Here are the various methods of antibody testing, in order of highest sensitivity:
As an alternative to antibody blood tests, chronic enterovirus infections in the tissues of ME/CFS patients can be detected using a sample of the infected tissue itself. Dr Chia's lab offers testing of stomach biopsy tissue samples by means of immunoperoxidase staining (a gastroenterologist is required to take a sample of stomach tissue using an endoscope, which is then sent to Dr Chia's lab).



Notes on Antiviral Treatment of ME/CFS

Antiviral treatment of ME/CFS involving EBV, HHV-6 or CMV takes a long time. In Dr Martin Lerner's clinical trials using Valtrex or Famvir to treat ME/CFS associated with EBV, and Valcyte to treat ME/CFS where HHV-6 and/or CMV infection are involved, it would take 3.5 months before the first first signs of improvement in symptoms would appear, and around 1 or 2 years for the full benefits if antiviral therapy to manifest.

Why does it take so long to treat ME/CFS associated with these herpesviruses, when under normal circumstances, antivirals are able to bring infections under control in a matter of weeks? The answer may lie in the unusual type of herpesviruses infections Dr Lerner theorized cause ME/CFS, namely abortive herpesvirus infections. A normal productive viral infection produces new viral particles, whereas an abortive infection does not create viral particles, but an abortive infection can nevertheless chronically persist within cells.

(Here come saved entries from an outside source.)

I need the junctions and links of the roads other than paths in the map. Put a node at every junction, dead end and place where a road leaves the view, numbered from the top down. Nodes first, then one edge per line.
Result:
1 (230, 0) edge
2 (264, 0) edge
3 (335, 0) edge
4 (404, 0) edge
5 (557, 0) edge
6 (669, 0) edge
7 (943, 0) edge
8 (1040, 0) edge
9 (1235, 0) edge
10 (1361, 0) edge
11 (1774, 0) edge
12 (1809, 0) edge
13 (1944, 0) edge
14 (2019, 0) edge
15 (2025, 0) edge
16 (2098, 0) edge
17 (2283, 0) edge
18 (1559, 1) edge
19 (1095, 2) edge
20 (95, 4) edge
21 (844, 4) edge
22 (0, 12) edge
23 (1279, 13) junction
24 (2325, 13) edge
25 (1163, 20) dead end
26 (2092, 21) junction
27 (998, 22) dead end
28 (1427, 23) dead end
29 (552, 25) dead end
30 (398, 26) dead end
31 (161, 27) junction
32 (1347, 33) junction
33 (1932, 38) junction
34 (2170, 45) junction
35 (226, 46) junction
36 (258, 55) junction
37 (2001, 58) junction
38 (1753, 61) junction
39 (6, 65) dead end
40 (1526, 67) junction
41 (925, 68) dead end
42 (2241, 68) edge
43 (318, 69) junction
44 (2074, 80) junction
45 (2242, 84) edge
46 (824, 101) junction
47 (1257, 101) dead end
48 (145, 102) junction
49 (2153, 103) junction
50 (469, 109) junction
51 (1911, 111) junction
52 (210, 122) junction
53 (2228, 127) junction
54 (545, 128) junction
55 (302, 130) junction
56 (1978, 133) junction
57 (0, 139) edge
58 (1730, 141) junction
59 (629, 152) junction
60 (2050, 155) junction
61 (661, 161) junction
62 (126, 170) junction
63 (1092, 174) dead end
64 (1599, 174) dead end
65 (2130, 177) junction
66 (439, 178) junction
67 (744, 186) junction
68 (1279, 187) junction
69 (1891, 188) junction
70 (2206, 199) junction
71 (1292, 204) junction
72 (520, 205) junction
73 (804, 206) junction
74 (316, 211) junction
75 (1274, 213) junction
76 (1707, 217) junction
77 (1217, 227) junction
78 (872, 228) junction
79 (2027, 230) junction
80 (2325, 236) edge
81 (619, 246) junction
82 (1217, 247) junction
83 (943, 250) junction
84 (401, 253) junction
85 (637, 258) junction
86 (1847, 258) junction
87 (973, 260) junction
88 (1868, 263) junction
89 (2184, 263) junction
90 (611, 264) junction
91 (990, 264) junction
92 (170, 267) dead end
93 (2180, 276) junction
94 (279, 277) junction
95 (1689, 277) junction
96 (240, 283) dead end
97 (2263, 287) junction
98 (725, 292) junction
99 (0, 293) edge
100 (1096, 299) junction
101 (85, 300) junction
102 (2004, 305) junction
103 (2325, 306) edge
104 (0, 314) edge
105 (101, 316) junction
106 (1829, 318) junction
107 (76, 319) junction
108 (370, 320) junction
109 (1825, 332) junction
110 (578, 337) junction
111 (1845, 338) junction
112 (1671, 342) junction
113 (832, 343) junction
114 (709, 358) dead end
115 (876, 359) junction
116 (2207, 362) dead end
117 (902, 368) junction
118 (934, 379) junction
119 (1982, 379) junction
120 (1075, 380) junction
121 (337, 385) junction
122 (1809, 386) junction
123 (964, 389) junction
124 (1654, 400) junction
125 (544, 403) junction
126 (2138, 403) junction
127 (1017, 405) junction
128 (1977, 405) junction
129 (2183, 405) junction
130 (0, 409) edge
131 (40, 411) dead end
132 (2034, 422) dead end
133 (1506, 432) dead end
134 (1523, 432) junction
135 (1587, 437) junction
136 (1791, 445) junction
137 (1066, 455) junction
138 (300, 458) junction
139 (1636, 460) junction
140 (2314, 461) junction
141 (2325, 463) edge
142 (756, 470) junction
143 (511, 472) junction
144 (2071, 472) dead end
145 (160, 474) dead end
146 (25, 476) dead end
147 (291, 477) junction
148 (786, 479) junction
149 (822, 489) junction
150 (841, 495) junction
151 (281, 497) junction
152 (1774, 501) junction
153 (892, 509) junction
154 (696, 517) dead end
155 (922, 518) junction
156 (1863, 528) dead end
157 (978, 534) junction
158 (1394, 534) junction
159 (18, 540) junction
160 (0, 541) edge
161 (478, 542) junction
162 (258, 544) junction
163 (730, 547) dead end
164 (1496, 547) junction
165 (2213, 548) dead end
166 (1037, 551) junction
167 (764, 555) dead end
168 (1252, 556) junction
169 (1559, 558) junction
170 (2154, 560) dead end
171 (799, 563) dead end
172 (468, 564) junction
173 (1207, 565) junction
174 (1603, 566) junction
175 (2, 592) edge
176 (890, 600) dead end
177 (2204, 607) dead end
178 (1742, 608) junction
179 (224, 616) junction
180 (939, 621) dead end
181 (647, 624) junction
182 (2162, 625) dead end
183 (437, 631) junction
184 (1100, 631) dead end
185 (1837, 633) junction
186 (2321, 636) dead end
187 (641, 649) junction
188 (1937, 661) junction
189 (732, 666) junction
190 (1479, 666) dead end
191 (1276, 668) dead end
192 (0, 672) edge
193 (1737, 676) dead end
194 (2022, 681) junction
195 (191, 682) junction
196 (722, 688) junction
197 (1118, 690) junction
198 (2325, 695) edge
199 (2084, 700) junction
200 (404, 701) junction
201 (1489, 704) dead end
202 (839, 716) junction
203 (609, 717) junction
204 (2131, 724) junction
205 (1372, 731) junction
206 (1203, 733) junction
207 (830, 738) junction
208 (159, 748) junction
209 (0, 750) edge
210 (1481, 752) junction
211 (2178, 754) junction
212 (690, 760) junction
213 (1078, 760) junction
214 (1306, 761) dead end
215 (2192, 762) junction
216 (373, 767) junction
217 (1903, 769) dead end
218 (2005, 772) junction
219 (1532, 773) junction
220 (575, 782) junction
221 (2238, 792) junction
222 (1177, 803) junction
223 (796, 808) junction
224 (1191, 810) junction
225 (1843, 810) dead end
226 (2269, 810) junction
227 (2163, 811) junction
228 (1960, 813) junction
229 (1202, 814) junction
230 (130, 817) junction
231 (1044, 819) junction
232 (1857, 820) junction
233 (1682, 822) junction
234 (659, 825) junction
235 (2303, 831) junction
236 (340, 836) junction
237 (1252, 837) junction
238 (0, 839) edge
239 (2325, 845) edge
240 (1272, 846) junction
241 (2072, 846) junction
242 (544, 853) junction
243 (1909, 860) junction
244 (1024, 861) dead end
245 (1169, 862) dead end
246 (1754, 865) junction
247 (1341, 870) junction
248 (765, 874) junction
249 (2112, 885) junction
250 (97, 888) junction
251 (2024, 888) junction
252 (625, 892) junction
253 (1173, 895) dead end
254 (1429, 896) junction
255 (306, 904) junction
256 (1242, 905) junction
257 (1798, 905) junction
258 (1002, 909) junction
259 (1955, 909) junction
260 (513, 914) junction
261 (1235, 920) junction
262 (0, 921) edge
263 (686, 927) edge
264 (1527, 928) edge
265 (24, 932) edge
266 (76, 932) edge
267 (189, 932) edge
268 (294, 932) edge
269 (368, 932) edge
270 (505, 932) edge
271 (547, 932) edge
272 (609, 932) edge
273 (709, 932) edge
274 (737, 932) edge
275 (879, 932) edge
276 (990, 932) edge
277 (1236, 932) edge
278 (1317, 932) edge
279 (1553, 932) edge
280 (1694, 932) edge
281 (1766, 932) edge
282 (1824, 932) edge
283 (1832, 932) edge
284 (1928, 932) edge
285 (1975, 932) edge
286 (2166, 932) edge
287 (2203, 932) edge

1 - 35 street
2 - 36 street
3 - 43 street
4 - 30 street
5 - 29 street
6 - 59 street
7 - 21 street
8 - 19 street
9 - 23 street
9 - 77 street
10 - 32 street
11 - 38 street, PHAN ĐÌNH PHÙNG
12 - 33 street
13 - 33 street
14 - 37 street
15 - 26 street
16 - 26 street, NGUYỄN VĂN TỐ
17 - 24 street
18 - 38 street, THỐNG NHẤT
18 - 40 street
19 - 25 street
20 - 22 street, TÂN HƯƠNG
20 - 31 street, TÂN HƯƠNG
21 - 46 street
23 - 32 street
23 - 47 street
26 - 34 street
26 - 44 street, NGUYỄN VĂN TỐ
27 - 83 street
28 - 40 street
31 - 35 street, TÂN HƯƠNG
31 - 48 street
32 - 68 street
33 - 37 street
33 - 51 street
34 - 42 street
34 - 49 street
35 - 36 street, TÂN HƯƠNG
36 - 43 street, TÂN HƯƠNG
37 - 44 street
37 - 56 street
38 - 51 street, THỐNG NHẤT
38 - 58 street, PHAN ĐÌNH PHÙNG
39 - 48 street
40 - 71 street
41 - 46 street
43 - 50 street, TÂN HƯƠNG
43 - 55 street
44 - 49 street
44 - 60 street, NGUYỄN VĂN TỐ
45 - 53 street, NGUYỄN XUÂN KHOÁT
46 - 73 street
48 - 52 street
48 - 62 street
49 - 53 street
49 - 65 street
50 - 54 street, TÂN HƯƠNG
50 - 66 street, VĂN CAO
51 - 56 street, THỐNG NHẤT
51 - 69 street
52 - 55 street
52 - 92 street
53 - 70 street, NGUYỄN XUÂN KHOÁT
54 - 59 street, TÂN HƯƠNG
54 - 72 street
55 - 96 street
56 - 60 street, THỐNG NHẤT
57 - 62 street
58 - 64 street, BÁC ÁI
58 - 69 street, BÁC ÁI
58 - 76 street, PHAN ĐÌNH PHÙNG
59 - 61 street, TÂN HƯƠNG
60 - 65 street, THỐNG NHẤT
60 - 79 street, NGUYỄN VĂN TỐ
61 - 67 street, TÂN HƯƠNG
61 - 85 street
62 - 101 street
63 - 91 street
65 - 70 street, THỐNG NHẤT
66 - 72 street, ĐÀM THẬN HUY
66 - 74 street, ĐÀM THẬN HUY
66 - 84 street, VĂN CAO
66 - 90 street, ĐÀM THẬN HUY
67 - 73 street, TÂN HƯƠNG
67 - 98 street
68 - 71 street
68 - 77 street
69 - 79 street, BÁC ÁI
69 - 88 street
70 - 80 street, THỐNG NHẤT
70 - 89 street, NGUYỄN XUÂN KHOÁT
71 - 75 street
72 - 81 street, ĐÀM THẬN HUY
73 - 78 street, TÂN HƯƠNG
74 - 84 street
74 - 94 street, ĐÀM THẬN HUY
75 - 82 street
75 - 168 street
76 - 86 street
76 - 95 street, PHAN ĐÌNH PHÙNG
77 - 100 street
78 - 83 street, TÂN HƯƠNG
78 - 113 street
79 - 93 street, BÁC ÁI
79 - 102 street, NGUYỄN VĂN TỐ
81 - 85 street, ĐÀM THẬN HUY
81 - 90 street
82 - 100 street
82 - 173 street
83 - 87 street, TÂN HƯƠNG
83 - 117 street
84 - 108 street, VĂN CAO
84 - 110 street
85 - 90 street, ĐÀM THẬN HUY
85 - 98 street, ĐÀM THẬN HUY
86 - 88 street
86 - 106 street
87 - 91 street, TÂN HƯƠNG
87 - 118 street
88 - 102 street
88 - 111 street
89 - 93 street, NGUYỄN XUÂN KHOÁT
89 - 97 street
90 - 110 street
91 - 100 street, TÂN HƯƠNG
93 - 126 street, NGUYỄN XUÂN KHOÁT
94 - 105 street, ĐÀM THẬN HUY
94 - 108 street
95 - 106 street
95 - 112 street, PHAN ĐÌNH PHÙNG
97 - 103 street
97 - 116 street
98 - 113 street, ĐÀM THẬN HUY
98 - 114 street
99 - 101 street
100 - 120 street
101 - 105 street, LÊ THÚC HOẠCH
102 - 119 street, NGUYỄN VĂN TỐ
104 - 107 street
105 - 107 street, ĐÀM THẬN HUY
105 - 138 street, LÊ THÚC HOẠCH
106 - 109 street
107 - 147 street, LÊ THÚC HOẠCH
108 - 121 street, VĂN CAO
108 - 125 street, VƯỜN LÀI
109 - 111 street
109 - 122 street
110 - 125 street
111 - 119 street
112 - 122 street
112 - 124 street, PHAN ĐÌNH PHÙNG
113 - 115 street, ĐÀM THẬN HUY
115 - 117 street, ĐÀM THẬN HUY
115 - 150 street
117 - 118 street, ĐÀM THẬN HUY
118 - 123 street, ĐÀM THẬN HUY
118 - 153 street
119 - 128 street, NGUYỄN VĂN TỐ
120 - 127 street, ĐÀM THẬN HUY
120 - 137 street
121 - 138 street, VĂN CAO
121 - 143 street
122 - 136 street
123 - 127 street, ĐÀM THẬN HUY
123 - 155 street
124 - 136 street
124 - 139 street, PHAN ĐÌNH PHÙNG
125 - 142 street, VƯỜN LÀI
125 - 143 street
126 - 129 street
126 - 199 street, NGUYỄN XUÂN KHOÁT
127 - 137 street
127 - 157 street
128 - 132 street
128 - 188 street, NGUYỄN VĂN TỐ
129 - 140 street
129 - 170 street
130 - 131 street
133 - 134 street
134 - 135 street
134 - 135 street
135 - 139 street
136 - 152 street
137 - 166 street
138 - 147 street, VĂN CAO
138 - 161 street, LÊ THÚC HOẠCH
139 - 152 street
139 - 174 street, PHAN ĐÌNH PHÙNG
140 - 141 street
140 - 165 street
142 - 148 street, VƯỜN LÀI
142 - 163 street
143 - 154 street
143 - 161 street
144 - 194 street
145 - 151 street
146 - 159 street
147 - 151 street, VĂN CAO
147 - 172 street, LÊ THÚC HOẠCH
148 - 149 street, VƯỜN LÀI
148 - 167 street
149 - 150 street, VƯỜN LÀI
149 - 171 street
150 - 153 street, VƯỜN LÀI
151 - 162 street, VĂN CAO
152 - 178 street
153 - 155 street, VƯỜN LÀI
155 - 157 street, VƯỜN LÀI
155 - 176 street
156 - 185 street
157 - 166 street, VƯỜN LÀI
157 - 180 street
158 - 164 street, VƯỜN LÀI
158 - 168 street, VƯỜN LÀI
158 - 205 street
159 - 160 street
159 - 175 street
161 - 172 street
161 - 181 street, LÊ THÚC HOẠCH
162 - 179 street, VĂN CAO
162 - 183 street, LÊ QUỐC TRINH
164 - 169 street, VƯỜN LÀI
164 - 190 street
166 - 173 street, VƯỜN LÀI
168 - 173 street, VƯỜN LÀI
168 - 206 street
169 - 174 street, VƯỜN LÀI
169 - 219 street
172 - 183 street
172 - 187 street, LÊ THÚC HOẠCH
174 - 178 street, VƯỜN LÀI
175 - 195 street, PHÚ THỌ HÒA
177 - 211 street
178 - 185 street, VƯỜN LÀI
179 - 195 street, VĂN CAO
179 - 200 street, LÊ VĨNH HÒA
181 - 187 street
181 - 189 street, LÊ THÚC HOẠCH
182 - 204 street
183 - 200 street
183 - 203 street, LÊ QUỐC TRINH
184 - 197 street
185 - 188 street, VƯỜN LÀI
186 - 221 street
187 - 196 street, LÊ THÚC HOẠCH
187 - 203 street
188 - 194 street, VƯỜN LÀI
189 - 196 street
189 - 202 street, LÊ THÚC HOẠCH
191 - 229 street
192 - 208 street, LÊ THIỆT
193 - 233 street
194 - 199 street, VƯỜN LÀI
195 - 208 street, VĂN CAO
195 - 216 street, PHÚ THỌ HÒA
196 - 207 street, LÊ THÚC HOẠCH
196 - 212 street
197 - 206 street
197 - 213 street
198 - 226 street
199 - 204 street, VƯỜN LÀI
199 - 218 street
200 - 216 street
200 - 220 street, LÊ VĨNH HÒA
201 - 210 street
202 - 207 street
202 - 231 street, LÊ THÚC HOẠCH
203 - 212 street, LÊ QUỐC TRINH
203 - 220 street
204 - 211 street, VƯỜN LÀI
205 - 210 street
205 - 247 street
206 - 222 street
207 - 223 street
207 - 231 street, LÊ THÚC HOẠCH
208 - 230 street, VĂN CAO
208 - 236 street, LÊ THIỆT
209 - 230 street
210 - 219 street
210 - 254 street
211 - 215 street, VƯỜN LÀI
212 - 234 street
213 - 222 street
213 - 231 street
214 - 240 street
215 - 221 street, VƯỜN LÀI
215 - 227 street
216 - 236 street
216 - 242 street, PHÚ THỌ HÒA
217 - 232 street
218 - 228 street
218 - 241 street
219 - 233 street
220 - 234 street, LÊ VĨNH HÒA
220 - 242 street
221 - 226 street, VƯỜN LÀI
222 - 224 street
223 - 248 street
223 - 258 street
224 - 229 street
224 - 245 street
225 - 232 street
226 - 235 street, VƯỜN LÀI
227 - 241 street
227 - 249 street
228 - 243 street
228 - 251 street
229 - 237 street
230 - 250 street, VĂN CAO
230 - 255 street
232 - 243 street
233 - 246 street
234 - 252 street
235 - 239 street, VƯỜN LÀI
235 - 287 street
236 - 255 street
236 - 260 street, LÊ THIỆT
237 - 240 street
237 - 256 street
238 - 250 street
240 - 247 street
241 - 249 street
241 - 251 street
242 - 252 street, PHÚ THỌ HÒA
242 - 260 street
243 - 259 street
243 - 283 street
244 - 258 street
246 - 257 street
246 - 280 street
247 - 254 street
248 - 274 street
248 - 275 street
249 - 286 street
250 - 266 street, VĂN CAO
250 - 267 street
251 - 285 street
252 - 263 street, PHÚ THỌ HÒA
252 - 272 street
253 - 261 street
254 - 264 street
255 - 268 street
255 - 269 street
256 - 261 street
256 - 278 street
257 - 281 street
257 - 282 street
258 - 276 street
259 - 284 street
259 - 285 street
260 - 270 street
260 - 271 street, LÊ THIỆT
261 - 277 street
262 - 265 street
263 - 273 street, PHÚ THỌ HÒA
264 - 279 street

Antivirals such as Valtrex and Valcyte do not have any direct antiviral effect against abortive herpesvirus infections, but are efficacious against productive herpesvirus infections. Dr Lerner hypothesized that in ME/CFS there is a low-level productive infection alongside the abortive infection, and that viral particles from the productive infection constantly re-seed the abortive infection, so that the abortive infection cannot be cleared.1

When you take herpesvirus antivirals, they target the productive infection, and so greatly reduce the number of viral particles produced. This stops the abortive infection from being re-seeded, so that eventually the immune system very slowly clears the abortive infection (or at least reduces the abortive infection). This according to Dr Lerner is why antivirals take such a long time to work in ME/CFS linked to EBV, HHV-6 and CMV. This is only a theory, but Lerner's ideas are currently being further researched at Ohio State University.1

The exception to this lengthy treatment time is ME/CFS associated with reactivation of varicella zoster virus (VZV); this form of ME/CFS rapidly responds to antiviral such as Valtrex within a matter of weeks. But the difference is that VZV reactivation is a normal productive infection which produces viral particles, and Valtrex is very effective against productive VZV. It is only abortive infections which Valtrex and Valcyte have no direct effect against.



Antiviral or immunomodulatory treatment of enterovirus takes 2 or 3 months. Treatments such as oxymatrine, Epivir, tenofovir and interferon beta which target the enteroviruses linked to ME/CFS (namely coxsackievirus B or echovirus) take around 2 or 3 months to work. It is the intracellular non-cytolytic form of enterovirus which is found in ME/CFS, and which these treatments target.



Antiviral treatment of varicella zoster virus reactivation takes just a few weeks. Dr John Chia finds around 2% of ME/CFS patients have varicella zoster virus (VZV) reactivation in their dorsal root ganglia as the cause of their ME/CFS. Such a reactivation is indicated by a shingles rash. This VZV form of ME/CFS is a very easily treatable type of ME/CFS. Dr Chia finds all it requires is a short course of acyclovir or Valtrex for just a few weeks.

In this video at 6:58 Dr Chia tells the story of a high flying executive who became bedridden with severe ME/CFS. After 11 months in this bedridden state, Dr Chia noticed two little shingles blisters appearing on this patient, and thus suspected VZV reactivation ME/CFS. Reactivation of VZV is normally diagnosed just by the appeared of shingles blisters, rather than through viral blood tests. Dr Chia gave her some acyclovir to take daily, and within 3 weeks she was back to full-time work. That's how quickly VZV ME/CFS responds to antivirals.